Ainsi, sort en 2011 le disque qui sera sujet à cette critique: A Dramatic Turn Of Events.
L'accueil sera évidemment mitigé mais il s'agit selon moi d'un des meilleurs disques du groupe et en voici les raisons.


D'abord, je me dois de me situer en tant qu'auditeur pour vous faire comprendre ce choix. Je suis un grand fan des Pink Floyd et de Iron Maiden, préférant la prog au métal traditionnel, donc je recherche d'avantage une cohésion artistique et un sens de l'ambiance et de la mélodie qu'une démonstration de talent.
Et sur ce point là, Dramatic Turn Of Events marque un grand coup.


Le disque s'ouvre sur On The Back Of Angels, un titre particulièrement puissant et très vendeur. Quelques notes de guitares sortant du néant accompagné de la tablette magique de Ruddess avant d'envoyer les guitares électriques distordues nous abbattre en plein coeur. Puis s'en suit un crescendo musical soutenu et progressif pour nous servir une pépite de solo de piano, digne d'un concerto de Rachmaninov. Le titre est fort, l'ambiance est donnée dès l'introduction, on peut entrer dans le vif du sujet.

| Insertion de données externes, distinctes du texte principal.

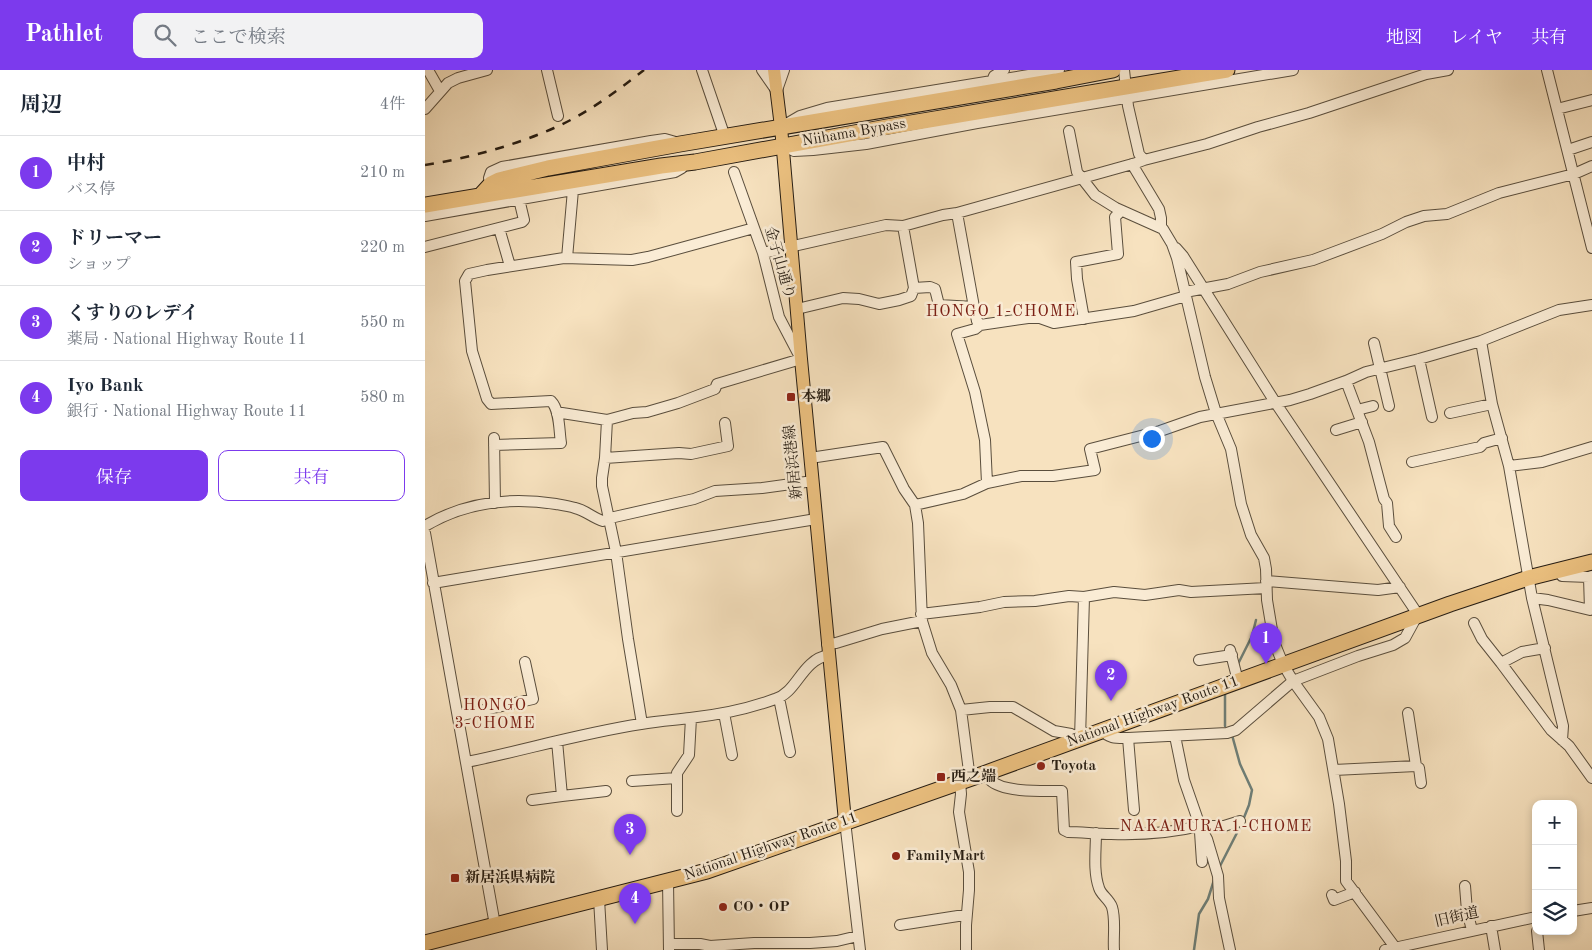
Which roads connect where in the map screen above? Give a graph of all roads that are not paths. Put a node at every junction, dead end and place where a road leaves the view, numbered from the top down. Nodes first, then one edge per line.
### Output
1 (429, 70) edge
2 (487, 70) edge
3 (547, 70) edge
4 (702, 70) edge
5 (762, 70) edge
6 (774, 70) edge
7 (783, 70) edge
8 (1004, 70) edge
9 (1059, 70) edge
10 (1113, 70) edge
11 (1124, 70) edge
12 (1227, 70) edge
13 (1293, 70) edge
14 (1448, 70) edge
15 (1547, 70) edge
16 (992, 81) junction
17 (440, 91) junction
18 (777, 91) junction
19 (1127, 92) junction
20 (1592, 100) edge
21 (425, 109) edge
22 (1557, 109) junction
23 (558, 116) dead end
24 (781, 127) junction
25 (1069, 131) dead end
26 (725, 137) junction
27 (1592, 142) edge
28 (783, 146) junction
29 (1567, 150) junction
30 (1143, 160) junction
31 (695, 162) junction
32 (1132, 164) junction
33 (1592, 166) edge
34 (734, 172) dead end
35 (1574, 174) junction
36 (1084, 178) junction
37 (573, 190) junction
38 (480, 196) junction
39 (519, 199) junction
40 (425, 205) edge
41 (1121, 211) junction
42 (957, 214) junction
43 (425, 216) edge
44 (903, 226) junction
45 (499, 228) junction
46 (754, 228) junction
47 (1161, 228) junction
48 (1172, 244) junction
49 (425, 247) edge
50 (791, 247) junction
51 (1592, 248) edge
52 (763, 254) junction
53 (567, 258) junction
54 (510, 266) junction
55 (913, 288) junction
56 (1203, 288) junction
57 (1185, 294) junction
58 (1592, 305) edge
59 (974, 307) junction
60 (797, 309) junction
61 (1084, 319) junction
62 (980, 325) junction
63 (1481, 340) junction
64 (1374, 343) dead end
65 (801, 359) junction
66 (1419, 359) junction
67 (1380, 369) junction
68 (1346, 381) junction
69 (1275, 402) junction
70 (1492, 404) junction
71 (1373, 406) dead end
72 (1389, 406) dead end
73 (1357, 410) junction
74 (1216, 413) junction
75 (1451, 413) dead end
76 (557, 414) junction
77 (1432, 417) dead end
78 (607, 420) junction
79 (1362, 422) junction
80 (725, 423) dead end
81 (1335, 430) dead end
82 (1502, 438) junction
83 (1592, 447) edge
84 (605, 458) junction
85 (810, 458) junction
86 (1412, 462) dead end
87 (1509, 466) junction
88 (813, 481) junction
89 (987, 483) junction
90 (495, 503) junction
91 (915, 505) junction
92 (610, 518) junction
93 (816, 519) junction
94 (425, 526) edge
95 (425, 533) edge
96 (1396, 537) dead end
97 (616, 552) junction
98 (1591, 572) edge
99 (1528, 578) junction
100 (433, 583) junction
101 (1266, 584) junction
102 (1400, 587) junction
103 (1084, 597) junction
104 (1532, 598) junction
105 (1591, 614) edge
106 (1419, 616) junction
107 (921, 617) junction
108 (1474, 623) dead end
109 (1545, 648) junction
110 (828, 649) junction
111 (1199, 660) dead end
112 (525, 662) dead end
113 (1501, 663) junction
114 (1283, 664) junction
115 (1236, 674) junction
116 (1293, 681) junction
117 (779, 698) junction
118 (961, 710) junction
119 (724, 713) junction
120 (1407, 713) dead end
121 (458, 716) junction
122 (691, 718) junction
123 (642, 724) junction
124 (1102, 730) junction
125 (1175, 736) junction
126 (1128, 738) junction
127 (1080, 739) junction
128 (1562, 740) junction
129 (557, 741) junction
130 (790, 752) dead end
131 (732, 756) dead end
132 (467, 762) junction
133 (1416, 766) junction
134 (1334, 770) junction
135 (986, 773) junction
136 (677, 778) junction
137 (1592, 778) edge
138 (965, 780) junction
139 (632, 781) dead end
140 (1421, 783) dead end
141 (606, 791) dead end
142 (562, 796) junction
143 (532, 800) dead end
144 (1133, 810) dead end
145 (677, 811) dead end
146 (845, 821) junction
147 (1240, 821) dead end
148 (1200, 826) junction
149 (1096, 833) junction
150 (1202, 862) dead end
151 (668, 880) junction
152 (1465, 886) dead end
153 (1355, 892) junction
154 (1333, 895) dead end
155 (599, 899) junction
156 (1592, 908) edge
157 (1577, 910) edge
158 (966, 916) junction
159 (1532, 918) edge
160 (495, 925) junction
161 (900, 925) dead end
162 (1491, 926) junction
163 (1472, 930) junction
164 (1537, 935) edge
165 (858, 936) junction
166 (425, 943) edge
167 (669, 947) edge
168 (1393, 949) edge
169 (602, 950) edge
170 (860, 950) edge
171 (966, 950) edge
172 (1114, 950) edge
173 (1230, 950) edge
174 (1495, 950) edge
175 (1539, 950) edge

1 - 17 street
2 - 17 street
3 - 23 street
4 - 26 street
5 - 18 street
6 - 18 main road, 新居浜港線
7 - 18 street
8 - 16 street
9 - 16 street
10 - 24 highway, Niihama Bypass
11 - 19 street
12 - 19 highway, Niihama Bypass
13 - 19 street
14 - 30 street
15 - 22 street
16 - 24 street
17 - 21 street
18 - 24 main road, 新居浜港線
19 - 28 highway, Niihama Bypass
19 - 30 street
20 - 22 street
22 - 29 street
24 - 26 highway, Niihama Bypass
24 - 28 main road, 新居浜港線
25 - 36 street
26 - 38 highway, Niihama Bypass
27 - 29 street
28 - 31 highway, Niihama Bypass
28 - 50 main road, 新居浜港線
29 - 35 street
30 - 32 street
31 - 37 street
31 - 38 highway, Niihama Bypass
32 - 36 street
32 - 47 street
33 - 35 street
34 - 46 street, 金子山通り
35 - 51 street
35 - 56 street
36 - 41 street
36 - 42 street
37 - 39 street
37 - 53 street
38 - 40 highway, Niihama Bypass
39 - 43 street
39 - 45 street
41 - 47 street
41 - 61 street
42 - 44 street
42 - 59 street
44 - 50 street
44 - 55 street
45 - 49 street
45 - 54 street
46 - 52 street, 金子山通り
46 - 53 street
47 - 48 street
48 - 56 street
48 - 57 street
50 - 52 street
50 - 60 main road, 新居浜港線
52 - 65 street, 金子山通り
53 - 54 street
54 - 76 street
55 - 59 street
55 - 60 street
56 - 57 street
56 - 69 street
57 - 61 street
57 - 74 street
58 - 63 street
59 - 62 street
60 - 65 main road, 新居浜港線
61 - 62 street
62 - 89 street
63 - 66 street
63 - 70 street
64 - 67 street
65 - 78 street
65 - 85 main road, 新居浜港線
66 - 67 street
66 - 77 street
67 - 68 street
67 - 72 street
68 - 69 street
68 - 73 street
69 - 74 street
69 - 102 street
70 - 75 street
70 - 82 street
71 - 73 street
73 - 79 street
74 - 89 street
74 - 101 street
76 - 78 street
76 - 90 street
78 - 84 street
79 - 81 street
79 - 96 street
80 - 84 street
82 - 86 street
82 - 87 street
83 - 87 street
84 - 92 street
85 - 88 main road, 新居浜港線
85 - 91 street
87 - 99 street
88 - 92 street
88 - 93 main road, 新居浜港線
89 - 91 street
90 - 92 street
90 - 94 street
91 - 107 street
92 - 97 street
93 - 97 street
93 - 110 main road, 新居浜港線
95 - 100 street
97 - 100 street
97 - 123 street
98 - 99 highway, National Highway Route 11
98 - 105 street
99 - 104 street
99 - 106 highway, National Highway Route 11
100 - 121 street
101 - 102 street
101 - 103 street
101 - 114 street
102 - 106 street
103 - 107 street
103 - 127 street
104 - 105 street
104 - 109 street
106 - 114 highway, National Highway Route 11
106 - 116 street
107 - 110 street
107 - 118 street
108 - 113 street
109 - 113 street
109 - 128 street
110 - 117 street
110 - 146 main road, 新居浜港線
111 - 115 street
112 - 121 street
113 - 128 street
114 - 115 highway, National Highway Route 11
114 - 116 street
115 - 124 highway, National Highway Route 11
116 - 125 street
116 - 134 street
117 - 119 street
117 - 130 street
118 - 127 street
118 - 138 street
119 - 122 street
119 - 131 street
120 - 133 street
121 - 132 street
122 - 123 street
122 - 136 street
123 - 129 street
124 - 126 street
124 - 127 highway, National Highway Route 11
125 - 126 street
125 - 148 street
126 - 144 street
127 - 135 highway, National Highway Route 11
128 - 137 street
129 - 132 street
129 - 142 street
132 - 160 street
133 - 134 street
133 - 140 street
134 - 153 street
135 - 138 highway, National Highway Route 11
135 - 149 street
136 - 139 street
136 - 145 street
138 - 146 highway, National Highway Route 11
138 - 158 street
141 - 142 street
142 - 143 street
146 - 151 highway, National Highway Route 11
146 - 165 street
147 - 148 street
148 - 149 street
148 - 150 street
148 - 173 street
149 - 172 street
151 - 155 highway, National Highway Route 11
151 - 167 street
152 - 163 street
153 - 154 street
153 - 168 street
155 - 160 highway, National Highway Route 11
155 - 169 street
156 - 157 street
158 - 161 street
158 - 171 street
159 - 162 street, 旧街道
160 - 166 highway, National Highway Route 11
162 - 163 street, 旧街道
162 - 174 street
163 - 168 street, 旧街道
164 - 175 street
165 - 167 street
165 - 170 street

Dramatic Turn Of Events se constitue d'un ensemble d'envolées lyriques, mélangeant puissance et mélodie avec brio, avant de s'achever sur une des plus belles balades que le groupe nous a donné: Deep Beneath The Surface. Cette chanson est brillante car elle brise le cercle épique proposé par l'avant dernier morceau (sur lequel je reviendrai) en laissant la guitare électro-acoustique prendre le dessus sur une absence de son et une voix de LaBrie particulièrement sobre. Puis les violons arrivent et l'auditeur se sent perdu entre une angoisse sans voix et une beauté qui s'élève. Puis vient le son de clavier pour ajouter de l'ampleur à la musique, afin d'encourager le chant à prendre de l'assurance, avant de s'éteindre le temps d'une phrase à moitié morte. Puis le chant reviens, un octave au dessus, plus puissant que jamais pour achever ce chef d'oeuvre.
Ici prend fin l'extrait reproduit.